On the growth of local intersection multiplicities in holomorphic dynamics
- Series
- CDSNS Colloquium
- Time
- Monday, October 6, 2014 - 11:00 for 1 hour (actually 50 minutes)
- Location
- Skiles 005
- Speaker
- William Gignac – School of Mathematics Georgia Inst. Technology
In this talk, we will discuss a question
posed by Vladimir Arnold some twenty years ago, in a subject he called
"dynamics of intersections." In the simplest setting, the question is
the following: given a (discrete time) holomorphic dynamical system on a
complex manifold X and two holomorphic curves C and D in X which pass
through a fixed point P of the system, how quickly can the local
intersection multiplicies at P of C with the iterates of D grow in time?
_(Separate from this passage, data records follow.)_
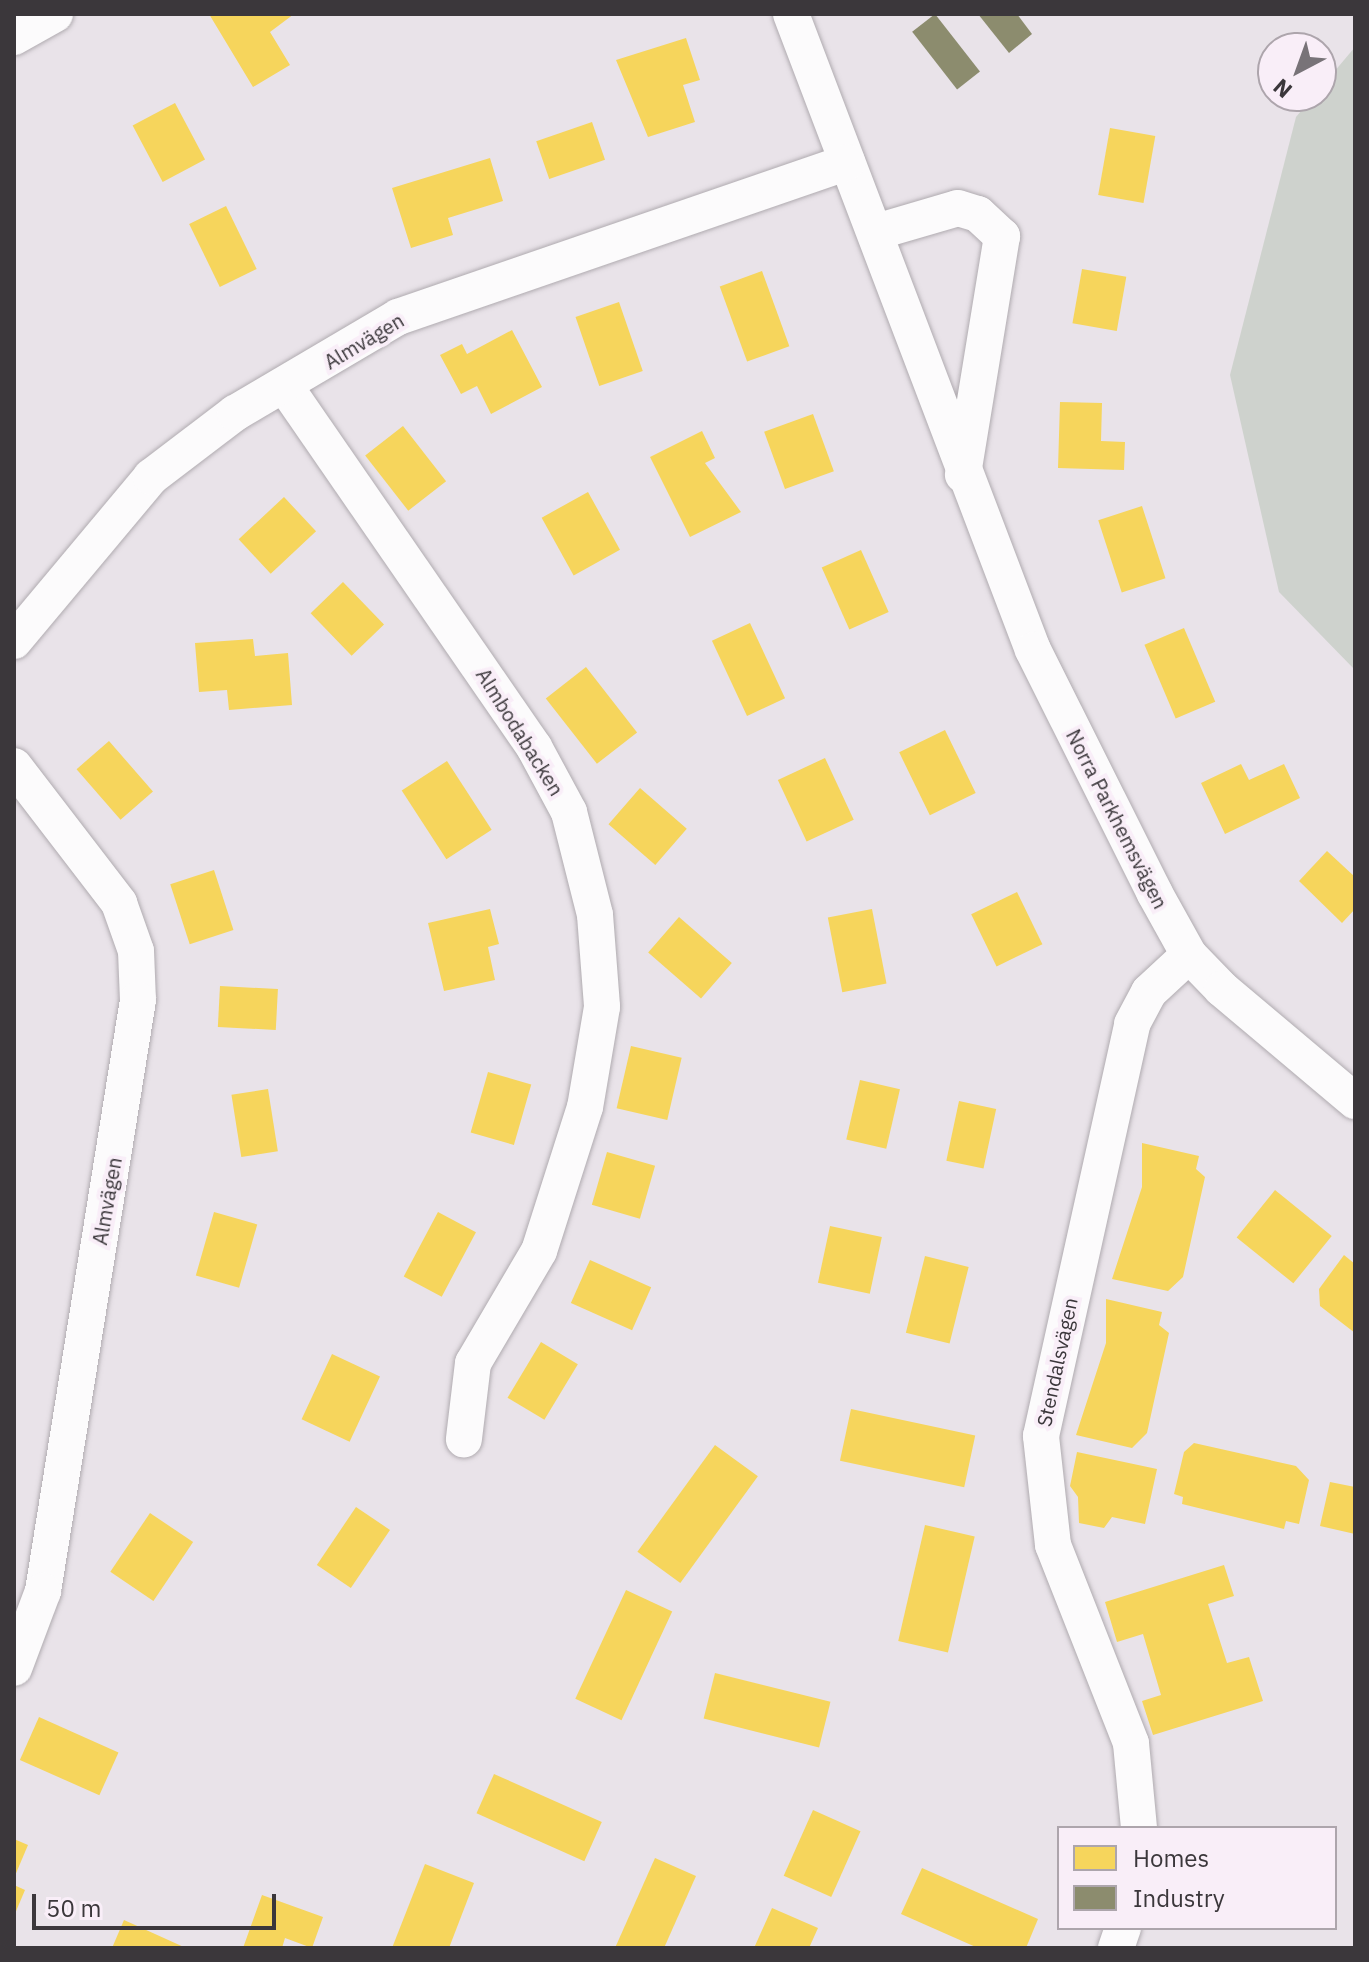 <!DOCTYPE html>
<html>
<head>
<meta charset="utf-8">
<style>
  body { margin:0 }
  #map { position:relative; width:1369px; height:1962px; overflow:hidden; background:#e9e3e9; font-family:"IBM Plex Sans",sans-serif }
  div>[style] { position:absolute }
  .green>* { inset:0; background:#ced2cd }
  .homes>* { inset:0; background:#f6d55c; transform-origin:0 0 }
  .industry>* { inset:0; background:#8c8c6e; transform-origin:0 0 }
  .roads { filter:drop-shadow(0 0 2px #b0abb0) drop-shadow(0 0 2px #b0abb0) }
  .minor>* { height:36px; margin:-18px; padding:0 18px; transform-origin:18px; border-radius:18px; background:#fcfbfc }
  span { translate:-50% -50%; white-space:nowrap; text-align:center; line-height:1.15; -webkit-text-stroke:8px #f9eef8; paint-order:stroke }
  .street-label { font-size:20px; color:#3b373b }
  .frame { position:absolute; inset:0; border:16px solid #3b373b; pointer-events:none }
  .legend { position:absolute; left:1057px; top:1826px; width:280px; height:104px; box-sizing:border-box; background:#f9eef8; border:2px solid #ada5ac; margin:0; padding:10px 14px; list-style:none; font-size:24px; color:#3b373b }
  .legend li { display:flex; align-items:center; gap:16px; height:40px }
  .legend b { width:40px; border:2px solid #ada5ac }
  .north { position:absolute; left:1257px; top:32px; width:80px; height:80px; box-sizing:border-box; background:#f9eef8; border:2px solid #ada5ac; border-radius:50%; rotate:221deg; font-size:22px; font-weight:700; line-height:32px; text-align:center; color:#3b373b }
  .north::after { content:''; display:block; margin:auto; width:28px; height:36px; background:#787378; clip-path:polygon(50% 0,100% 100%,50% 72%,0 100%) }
  .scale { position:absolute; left:32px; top:1894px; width:244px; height:36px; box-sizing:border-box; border:4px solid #3b373b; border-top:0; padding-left:10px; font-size:24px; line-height:28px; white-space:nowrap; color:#3b373b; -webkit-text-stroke:6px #f9eef8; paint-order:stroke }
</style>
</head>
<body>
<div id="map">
  <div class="green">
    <i style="clip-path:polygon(1355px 47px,1355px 670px,1279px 592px,1230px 375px,1296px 117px)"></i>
  </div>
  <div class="homes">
    <i style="clip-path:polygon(209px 14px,294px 14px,270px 32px,290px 65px,253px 87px)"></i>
    <i style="clip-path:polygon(686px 38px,700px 80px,683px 85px,695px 122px,648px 137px,616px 60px)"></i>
    <i style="left:175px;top:103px;width:64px;height:48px;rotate:62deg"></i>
    <i style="left:592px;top:122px;width:40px;height:59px;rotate:71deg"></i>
    <i style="left:1110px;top:128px;width:46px;height:68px;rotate:10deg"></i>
    <i style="clip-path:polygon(490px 158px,503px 201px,448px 218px,453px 235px,411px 248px,392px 188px)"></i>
    <i style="left:226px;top:206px;width:70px;height:41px;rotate:64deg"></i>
    <i style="left:1082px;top:269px;width:45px;height:55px;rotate:10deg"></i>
    <i style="left:762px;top:271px;width:80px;height:45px;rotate:70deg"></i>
    <i style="left:619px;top:302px;width:73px;height:46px;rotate:71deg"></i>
    <i style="clip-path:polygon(512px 330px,542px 387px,491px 414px,477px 386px,461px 394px,440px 355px,462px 344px,467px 354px)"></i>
    <i style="clip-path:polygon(1060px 402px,1102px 403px,1101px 441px,1125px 442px,1124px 470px,1058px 468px)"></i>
    <i style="left:813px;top:414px;width:61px;height:52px;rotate:70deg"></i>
    <i style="left:403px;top:426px;width:70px;height:48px;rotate:52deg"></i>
    <i style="clip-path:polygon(702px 431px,715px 458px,705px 463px,741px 512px,690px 537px,650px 457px)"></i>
    <i style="left:588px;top:492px;width:66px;height:53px;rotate:61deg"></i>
    <i style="left:284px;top:497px;width:47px;height:62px;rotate:47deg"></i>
    <i style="left:1142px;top:506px;width:76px;height:46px;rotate:72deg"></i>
    <i style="left:861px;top:550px;width:68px;height:43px;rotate:66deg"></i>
    <i style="left:343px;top:582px;width:59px;height:45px;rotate:46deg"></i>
    <i style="left:750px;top:623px;width:83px;height:42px;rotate:65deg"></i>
    <i style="left:1184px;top:628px;width:80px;height:43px;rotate:67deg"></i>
    <i style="clip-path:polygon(253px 639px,255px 656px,288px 653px,292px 705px,229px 710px,227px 690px,199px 692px,195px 643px)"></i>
    <i style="left:586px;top:667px;width:83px;height:51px;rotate:52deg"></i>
    <i style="left:945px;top:730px;width:70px;height:51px;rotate:64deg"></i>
    <i style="left:109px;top:741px;width:67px;height:43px;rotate:49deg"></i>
    <i style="left:825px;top:758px;width:68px;height:52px;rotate:65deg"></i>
    <i style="left:447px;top:761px;width:82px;height:54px;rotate:57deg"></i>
    <i style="clip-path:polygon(1241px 764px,1249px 780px,1284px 764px,1300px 798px,1225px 834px,1201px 783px)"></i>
    <i style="left:640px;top:788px;width:62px;height:48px;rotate:41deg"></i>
    <i style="clip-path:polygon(1327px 851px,1355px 877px,1355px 909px,1342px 923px,1299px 881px)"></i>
    <i style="left:214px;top:870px;width:63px;height:46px;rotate:72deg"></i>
    <i style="left:1017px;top:892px;width:58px;height:51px;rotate:64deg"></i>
    <i style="clip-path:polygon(490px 909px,499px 944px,488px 947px,495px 980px,444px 991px,428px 923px)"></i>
    <i style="left:872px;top:909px;width:76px;height:45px;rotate:79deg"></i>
    <i style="left:679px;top:917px;width:70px;height:47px;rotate:41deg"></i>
    <i style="left:220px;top:986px;width:58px;height:41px;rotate:3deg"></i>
    <i style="left:631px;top:1046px;width:52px;height:64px;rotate:13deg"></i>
    <i style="left:488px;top:1072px;width:45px;height:63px;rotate:16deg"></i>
    <i style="left:860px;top:1080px;width:41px;height:61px;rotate:13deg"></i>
    <i style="left:268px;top:1089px;width:63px;height:37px;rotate:81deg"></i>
    <i style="left:959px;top:1101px;width:38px;height:61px;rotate:12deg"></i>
    <i style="clip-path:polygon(1142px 1143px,1199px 1156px,1196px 1169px,1205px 1177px,1183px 1277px,1168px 1291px,1112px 1279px,1142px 1187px)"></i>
    <i style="left:607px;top:1152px;width:50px;height:55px;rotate:16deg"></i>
    <i style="left:1275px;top:1190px;width:73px;height:61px;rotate:39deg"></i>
    <i style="left:214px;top:1212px;width:45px;height:66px;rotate:16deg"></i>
    <i style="left:438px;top:1212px;width:43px;height:73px;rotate:28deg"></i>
    <i style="left:830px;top:1226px;width:53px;height:58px;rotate:12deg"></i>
    <i style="clip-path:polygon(1344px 1255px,1355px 1264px,1355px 1333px,1320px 1306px,1319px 1289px)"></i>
    <i style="left:925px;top:1256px;width:45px;height:79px;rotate:14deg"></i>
    <i style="left:590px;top:1260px;width:67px;height:47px;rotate:24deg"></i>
    <i style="clip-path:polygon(1106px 1299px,1162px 1312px,1159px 1325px,1169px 1333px,1147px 1433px,1132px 1448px,1076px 1435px,1106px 1343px)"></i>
    <i style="left:541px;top:1342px;width:43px;height:65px;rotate:31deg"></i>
    <i style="left:332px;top:1354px;width:53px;height:72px;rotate:25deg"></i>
    <i style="left:851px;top:1409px;width:127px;height:53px;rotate:12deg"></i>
    <i style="clip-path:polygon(1194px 1443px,1296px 1466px,1309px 1480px,1299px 1524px,1286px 1521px,1284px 1529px,1182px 1504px,1183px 1497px,1174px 1494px,1184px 1452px)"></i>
    <i style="left:715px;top:1445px;width:53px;height:132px;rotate:36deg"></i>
    <i style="clip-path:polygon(1077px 1452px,1157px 1469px,1145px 1524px,1112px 1517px,1104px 1528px,1079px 1523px,1078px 1497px,1070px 1486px)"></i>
    <i style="clip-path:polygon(1330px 1482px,1355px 1487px,1355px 1534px,1320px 1526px)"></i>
    <i style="left:356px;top:1507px;width:41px;height:70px;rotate:34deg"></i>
    <i style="left:150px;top:1513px;width:52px;height:71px;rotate:34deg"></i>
    <i style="left:925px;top:1525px;width:51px;height:119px;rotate:13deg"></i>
    <i style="clip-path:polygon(1224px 1565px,1234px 1596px,1208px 1604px,1227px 1663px,1249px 1657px,1263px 1701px,1153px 1735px,1142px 1701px,1161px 1695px,1143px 1634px,1117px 1642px,1105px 1602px)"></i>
    <i style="left:626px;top:1590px;width:51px;height:120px;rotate:25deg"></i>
    <i style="left:715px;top:1673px;width:119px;height:47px;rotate:14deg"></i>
    <i style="left:39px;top:1717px;width:87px;height:47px;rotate:24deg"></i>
    <i style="left:494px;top:1774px;width:118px;height:43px;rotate:24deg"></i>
    <i style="left:813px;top:1810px;width:52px;height:72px;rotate:24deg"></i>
    <i style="clip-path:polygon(14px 1839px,28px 1845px,14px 1878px)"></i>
    <i style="clip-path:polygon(655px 1858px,696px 1876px,664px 1948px,615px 1948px)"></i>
    <i style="clip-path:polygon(425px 1864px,474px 1883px,449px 1948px,392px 1948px)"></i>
    <i style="clip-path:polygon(922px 1868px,1038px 1919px,1026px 1948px,978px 1948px,901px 1914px)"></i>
    <i style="clip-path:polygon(14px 1885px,25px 1890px,14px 1916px)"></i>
    <i style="clip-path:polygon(262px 1895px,323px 1917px,312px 1948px,285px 1938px,282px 1948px,243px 1948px)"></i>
    <i style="clip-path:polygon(772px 1908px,818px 1928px,809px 1948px,754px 1948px)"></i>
    <i style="clip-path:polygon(124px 1920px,186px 1948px,112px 1948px)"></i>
  </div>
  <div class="industry">
    <i style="left:935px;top:14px;width:73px;height:29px;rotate:52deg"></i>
    <i style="clip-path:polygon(978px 14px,1017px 14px,1032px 34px,1009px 53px)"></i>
  </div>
  <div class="roads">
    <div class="minor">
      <i style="left:791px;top:14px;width:680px;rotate:69.17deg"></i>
      <i style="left:1033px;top:650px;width:271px;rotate:63.4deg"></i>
      <i style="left:1154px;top:892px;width:72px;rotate:60.9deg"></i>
      <i style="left:1189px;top:955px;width:47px;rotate:45.9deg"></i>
      <i style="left:1222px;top:989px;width:174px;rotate:40.1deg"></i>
      <i style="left:14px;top:37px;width:47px;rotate:-29.3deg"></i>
      <i style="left:876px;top:232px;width:85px;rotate:-16.3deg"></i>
      <i style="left:958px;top:208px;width:21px;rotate:17deg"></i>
      <i style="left:978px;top:214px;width:33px;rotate:43deg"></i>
      <i style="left:1002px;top:236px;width:242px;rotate:99.3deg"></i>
      <i style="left:287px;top:389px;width:435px;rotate:55.4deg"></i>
      <i style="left:534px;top:747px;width:74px;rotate:61.7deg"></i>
      <i style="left:569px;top:812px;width:106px;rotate:75.8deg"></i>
      <i style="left:595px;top:915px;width:92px;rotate:85.6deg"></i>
      <i style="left:602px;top:1007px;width:101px;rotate:99.6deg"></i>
      <i style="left:585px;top:1107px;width:151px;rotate:107.7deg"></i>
      <i style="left:539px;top:1251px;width:130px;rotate:120.5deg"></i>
      <i style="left:473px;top:1363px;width:77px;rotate:96.8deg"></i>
      <i style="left:14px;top:641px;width:214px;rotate:-50.1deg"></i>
      <i style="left:151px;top:477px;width:106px;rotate:-37.3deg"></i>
      <i style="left:235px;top:413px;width:189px;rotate:-30.5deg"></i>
      <i style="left:398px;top:317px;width:475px;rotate:-19deg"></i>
      <i style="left:14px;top:766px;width:173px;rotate:52.5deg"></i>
      <i style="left:119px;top:903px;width:51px;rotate:70.5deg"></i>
      <i style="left:136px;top:951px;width:49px;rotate:87.7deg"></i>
      <i style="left:138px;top:1000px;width:599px;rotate:99.13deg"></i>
      <i style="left:43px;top:1591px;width:82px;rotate:110.6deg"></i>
      <i style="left:1139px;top:1828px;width:85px;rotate:-95.4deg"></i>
      <i style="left:1131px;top:1743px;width:213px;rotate:-111.5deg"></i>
      <i style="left:1053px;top:1545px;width:110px;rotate:-96.3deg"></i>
      <i style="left:1041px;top:1436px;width:422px;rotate:-77.5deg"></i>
      <i style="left:1132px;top:1024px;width:36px;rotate:-62deg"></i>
      <i style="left:1149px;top:992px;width:54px;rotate:-42.8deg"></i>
      <i style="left:1116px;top:1948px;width:21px;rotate:-71deg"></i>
    </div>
  </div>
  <div class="street-label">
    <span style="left:364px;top:341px;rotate:-31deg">Almvägen</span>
    <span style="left:520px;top:732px;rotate:58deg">Almbodabacken</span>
    <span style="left:1117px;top:819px;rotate:63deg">Norra Parkhemsvägen</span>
    <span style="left:107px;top:1201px;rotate:-80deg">Almvägen</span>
    <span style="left:1057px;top:1362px;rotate:-78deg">Stendalsvägen</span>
  </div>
  <div class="frame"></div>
  <ul class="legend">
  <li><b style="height:22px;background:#f6d55c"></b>Homes</li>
  <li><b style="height:22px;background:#8c8c6e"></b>Industry</li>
  </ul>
  <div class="north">N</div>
  <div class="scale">50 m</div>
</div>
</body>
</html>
Questions like this arise naturally, for instance, when trying to count
the periodic points of a dynamical system. Arnold conjectured that this
sequence of intersection multiplicities can grow at most exponentially
fast, and in fact we can show this conjecture is true if the curves are
chosen to be suitably generic. However, as we will see, for some (even
very simple) dynamical systems one can choose curves so that the
intersection multiplicities grow as fast as desired. We will see how to
construct such counterexamples to Arnold's conjecture, using geometric
ideas going back to work of Yoshikazu Yamagishi.